El discurso de la guerra no hace sino aumentar la esquizofrenia y acelerar la construcción del chivo expiatorio en la figura de los inmigrantes árabes, nuestros vecinos.

En medio de la confusión y de la incapacidad de la derecha y de la izquierda europeas de ir más allá del discurso de la guerra, sólo cabe preguntarse: ¿por qué nunca se ha sabido seleccionar y apoyar a los muchos demócratas, a los muchos partidarios de los derechos civiles que hay en este complejo magma que es el mundo musulmán? Los que han conseguido permanecer en sus países están atrapados entre el horror por la deriva que está tomando el islamismo político y la constatación de que fue desde Occidente que se alimentó y permitió crecer a estos fundamentalismos.

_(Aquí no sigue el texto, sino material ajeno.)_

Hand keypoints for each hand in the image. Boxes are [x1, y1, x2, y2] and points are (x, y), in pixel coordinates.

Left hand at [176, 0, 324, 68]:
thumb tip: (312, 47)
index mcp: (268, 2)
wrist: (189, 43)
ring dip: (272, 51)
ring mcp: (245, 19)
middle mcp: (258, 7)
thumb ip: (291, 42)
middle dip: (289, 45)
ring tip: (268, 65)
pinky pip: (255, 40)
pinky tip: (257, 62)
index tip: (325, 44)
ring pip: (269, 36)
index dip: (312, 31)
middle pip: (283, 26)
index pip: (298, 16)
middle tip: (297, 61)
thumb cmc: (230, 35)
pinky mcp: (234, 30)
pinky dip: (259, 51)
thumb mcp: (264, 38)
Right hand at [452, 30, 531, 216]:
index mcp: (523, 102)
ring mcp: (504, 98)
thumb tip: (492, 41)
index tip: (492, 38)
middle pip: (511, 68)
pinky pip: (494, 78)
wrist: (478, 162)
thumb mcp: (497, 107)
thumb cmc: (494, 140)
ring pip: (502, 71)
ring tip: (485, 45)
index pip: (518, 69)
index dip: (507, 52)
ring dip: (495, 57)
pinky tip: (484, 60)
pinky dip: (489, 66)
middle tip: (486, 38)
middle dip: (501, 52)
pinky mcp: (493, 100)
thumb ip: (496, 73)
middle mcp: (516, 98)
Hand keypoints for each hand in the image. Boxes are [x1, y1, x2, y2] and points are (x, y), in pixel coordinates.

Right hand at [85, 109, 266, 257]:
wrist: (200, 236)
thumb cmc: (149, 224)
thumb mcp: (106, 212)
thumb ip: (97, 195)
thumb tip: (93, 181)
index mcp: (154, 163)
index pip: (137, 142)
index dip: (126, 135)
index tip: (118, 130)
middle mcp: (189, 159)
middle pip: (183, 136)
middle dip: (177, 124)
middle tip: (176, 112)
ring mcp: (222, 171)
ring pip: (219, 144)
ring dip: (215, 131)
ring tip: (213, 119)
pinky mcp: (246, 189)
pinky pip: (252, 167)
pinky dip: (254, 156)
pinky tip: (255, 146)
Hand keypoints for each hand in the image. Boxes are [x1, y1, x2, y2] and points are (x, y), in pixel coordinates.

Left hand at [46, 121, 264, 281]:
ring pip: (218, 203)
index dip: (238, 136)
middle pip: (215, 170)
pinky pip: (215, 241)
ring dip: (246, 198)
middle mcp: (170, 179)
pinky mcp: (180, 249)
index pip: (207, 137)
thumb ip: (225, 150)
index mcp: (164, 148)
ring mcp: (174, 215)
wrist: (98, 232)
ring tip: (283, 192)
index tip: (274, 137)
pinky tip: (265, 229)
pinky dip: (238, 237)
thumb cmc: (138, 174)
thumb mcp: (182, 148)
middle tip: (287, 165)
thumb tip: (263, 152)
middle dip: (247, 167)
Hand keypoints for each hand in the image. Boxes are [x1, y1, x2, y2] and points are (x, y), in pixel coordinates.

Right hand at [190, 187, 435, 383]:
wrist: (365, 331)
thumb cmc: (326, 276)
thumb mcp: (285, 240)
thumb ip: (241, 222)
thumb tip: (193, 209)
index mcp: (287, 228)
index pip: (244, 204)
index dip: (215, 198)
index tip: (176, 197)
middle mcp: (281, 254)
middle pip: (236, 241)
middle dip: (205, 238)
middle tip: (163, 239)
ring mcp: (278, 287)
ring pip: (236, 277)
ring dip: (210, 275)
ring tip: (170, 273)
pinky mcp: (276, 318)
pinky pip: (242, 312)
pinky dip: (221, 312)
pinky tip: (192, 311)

Esta es la responsabilidad occidental que ni el propio Blair es capaz de explicar en su hiperactivismo a favor de la causa de la guerra. No dudo de que hay que acabar con Bin Laden y con los talibanes. Sigo preguntándome por qué la intervención no se hizo antes para salvar a las mujeres del genocidio al que están sometidas allí. Era una intervención perfectamente legítima en nombre de los derechos civiles, que no son patrimonio de Occidente, sino de la humanidad entera, y que no se imponen apoyando a fundamentalistas, como hizo Estados Unidos en el pasado, sino ayudando a los que trabajan por ellos (que son muchos) en los países que hoy están en la zona de las sospechas.